## Assignment
Every line of the data below must be output exactly, with images left out.

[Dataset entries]
- Opening Delimiter -

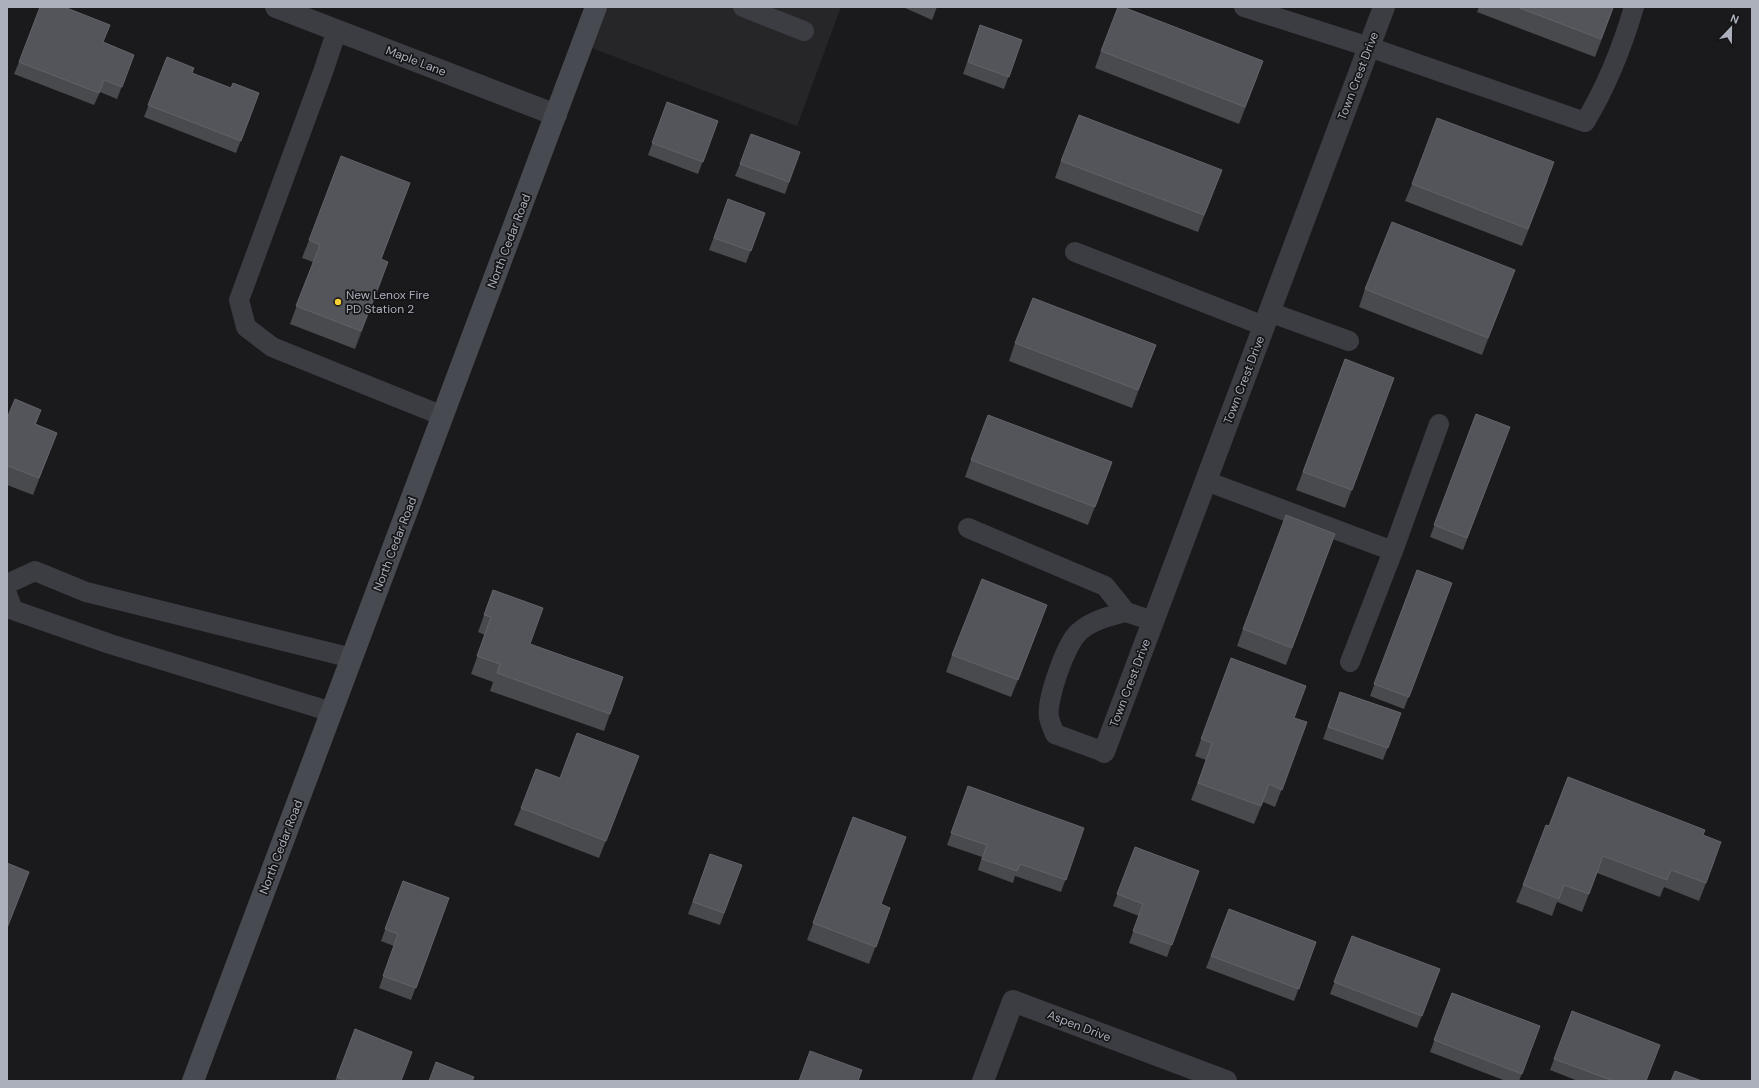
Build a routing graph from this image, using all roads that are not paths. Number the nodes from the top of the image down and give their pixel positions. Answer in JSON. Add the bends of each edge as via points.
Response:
{"nodes":[{"id":1,"x":276,"y":7,"type":"edge"},
{"id":2,"x":596,"y":7,"type":"edge"},
{"id":3,"x":743,"y":7,"type":"edge"},
{"id":4,"x":1244,"y":7,"type":"edge"},
{"id":5,"x":1384,"y":7,"type":"edge"},
{"id":6,"x":1634,"y":7,"type":"edge"},
{"id":7,"x":337,"y":30,"type":"junction"},
{"id":8,"x":804,"y":31,"type":"dead end"},
{"id":9,"x":1369,"y":47,"type":"junction"},
{"id":10,"x":556,"y":115,"type":"junction"},
{"id":11,"x":1075,"y":252,"type":"dead end"},
{"id":12,"x":1267,"y":319,"type":"junction"},
{"id":13,"x":1349,"y":341,"type":"dead end"},
{"id":14,"x":443,"y":416,"type":"junction"},
{"id":15,"x":1439,"y":424,"type":"dead end"},
{"id":16,"x":1206,"y":481,"type":"junction"},
{"id":17,"x":968,"y":528,"type":"dead end"},
{"id":18,"x":1393,"y":551,"type":"junction"},
{"id":19,"x":7,"y":584,"type":"edge"},
{"id":20,"x":7,"y":594,"type":"edge"},
{"id":21,"x":1126,"y":612,"type":"junction"},
{"id":22,"x":1153,"y":621,"type":"junction"},
{"id":23,"x":352,"y":658,"type":"junction"},
{"id":24,"x":1350,"y":662,"type":"dead end"},
{"id":25,"x":332,"y":712,"type":"junction"},
{"id":26,"x":1104,"y":752,"type":"joint"},
{"id":27,"x":193,"y":1081,"type":"edge"},
{"id":28,"x":983,"y":1081,"type":"edge"},
{"id":29,"x":1226,"y":1081,"type":"edge"}],
"edges":[{"from":1,"to":7,"type":"street","name":"Maple Lane"},
{"from":2,"to":10,"type":"street","name":"North Cedar Road"},
{"from":3,"to":8,"type":"lane"},
{"from":4,"to":9,"type":"lane"},
{"from":5,"to":9,"type":"street","name":"Town Crest Drive"},
{"from":6,"to":9,"type":"lane","via":[[1626,36],[1602,93],[1585,122]]},
{"from":7,"to":10,"type":"street","name":"Maple Lane"},
{"from":7,"to":14,"type":"lane","via":[[239,300],[246,327],[272,348]]},
{"from":9,"to":12,"type":"street","name":"Town Crest Drive"},
{"from":10,"to":14,"type":"street","name":"North Cedar Road"},
{"from":11,"to":12,"type":"lane"},
{"from":12,"to":13,"type":"lane"},
{"from":12,"to":16,"type":"street","name":"Town Crest Drive"},
{"from":14,"to":23,"type":"street","name":"North Cedar Road"},
{"from":15,"to":18,"type":"lane"},
{"from":16,"to":18,"type":"lane"},
{"from":16,"to":22,"type":"street","name":"Town Crest Drive"},
{"from":17,"to":21,"type":"lane","via":[[1105,586]]},
{"from":18,"to":24,"type":"lane"},
{"from":19,"to":23,"type":"lane","via":[[35,571],[86,592]]},
{"from":20,"to":25,"type":"lane","via":[[13,610],[110,644]]},
{"from":21,"to":22,"type":"lane"},
{"from":21,"to":26,"type":"lane","via":[[1094,622],[1079,632],[1069,647],[1054,684],[1048,716],[1055,734]]},
{"from":22,"to":26,"type":"street","name":"Town Crest Drive"},
{"from":23,"to":25,"type":"street","name":"North Cedar Road"},
{"from":25,"to":27,"type":"street","name":"North Cedar Road"},
{"from":28,"to":29,"type":"street","name":"Aspen Drive","via":[[1013,1001]]}]}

- Closing Delimiter -

## Response below
Build a routing graph from this image, using all roads that are not paths. Number the nodes from the top of the image down and give their pixel positions. Answer in JSON. Add the bends of each edge as via points.
Response:
{"nodes":[{"id":1,"x":276,"y":7,"type":"edge"},
{"id":2,"x":596,"y":7,"type":"edge"},
{"id":3,"x":743,"y":7,"type":"edge"},
{"id":4,"x":1244,"y":7,"type":"edge"},
{"id":5,"x":1384,"y":7,"type":"edge"},
{"id":6,"x":1634,"y":7,"type":"edge"},
{"id":7,"x":337,"y":30,"type":"junction"},
{"id":8,"x":804,"y":31,"type":"dead end"},
{"id":9,"x":1369,"y":47,"type":"junction"},
{"id":10,"x":556,"y":115,"type":"junction"},
{"id":11,"x":1075,"y":252,"type":"dead end"},
{"id":12,"x":1267,"y":319,"type":"junction"},
{"id":13,"x":1349,"y":341,"type":"dead end"},
{"id":14,"x":443,"y":416,"type":"junction"},
{"id":15,"x":1439,"y":424,"type":"dead end"},
{"id":16,"x":1206,"y":481,"type":"junction"},
{"id":17,"x":968,"y":528,"type":"dead end"},
{"id":18,"x":1393,"y":551,"type":"junction"},
{"id":19,"x":7,"y":584,"type":"edge"},
{"id":20,"x":7,"y":594,"type":"edge"},
{"id":21,"x":1126,"y":612,"type":"junction"},
{"id":22,"x":1153,"y":621,"type":"junction"},
{"id":23,"x":352,"y":658,"type":"junction"},
{"id":24,"x":1350,"y":662,"type":"dead end"},
{"id":25,"x":332,"y":712,"type":"junction"},
{"id":26,"x":1104,"y":752,"type":"joint"},
{"id":27,"x":193,"y":1081,"type":"edge"},
{"id":28,"x":983,"y":1081,"type":"edge"},
{"id":29,"x":1226,"y":1081,"type":"edge"}],
"edges":[{"from":1,"to":7,"type":"street","name":"Maple Lane"},
{"from":2,"to":10,"type":"street","name":"North Cedar Road"},
{"from":3,"to":8,"type":"lane"},
{"from":4,"to":9,"type":"lane"},
{"from":5,"to":9,"type":"street","name":"Town Crest Drive"},
{"from":6,"to":9,"type":"lane","via":[[1626,36],[1602,93],[1585,122]]},
{"from":7,"to":10,"type":"street","name":"Maple Lane"},
{"from":7,"to":14,"type":"lane","via":[[239,300],[246,327],[272,348]]},
{"from":9,"to":12,"type":"street","name":"Town Crest Drive"},
{"from":10,"to":14,"type":"street","name":"North Cedar Road"},
{"from":11,"to":12,"type":"lane"},
{"from":12,"to":13,"type":"lane"},
{"from":12,"to":16,"type":"street","name":"Town Crest Drive"},
{"from":14,"to":23,"type":"street","name":"North Cedar Road"},
{"from":15,"to":18,"type":"lane"},
{"from":16,"to":18,"type":"lane"},
{"from":16,"to":22,"type":"street","name":"Town Crest Drive"},
{"from":17,"to":21,"type":"lane","via":[[1105,586]]},
{"from":18,"to":24,"type":"lane"},
{"from":19,"to":23,"type":"lane","via":[[35,571],[86,592]]},
{"from":20,"to":25,"type":"lane","via":[[13,610],[110,644]]},
{"from":21,"to":22,"type":"lane"},
{"from":21,"to":26,"type":"lane","via":[[1094,622],[1079,632],[1069,647],[1054,684],[1048,716],[1055,734]]},
{"from":22,"to":26,"type":"street","name":"Town Crest Drive"},
{"from":23,"to":25,"type":"street","name":"North Cedar Road"},
{"from":25,"to":27,"type":"street","name":"North Cedar Road"},
{"from":28,"to":29,"type":"street","name":"Aspen Drive","via":[[1013,1001]]}]}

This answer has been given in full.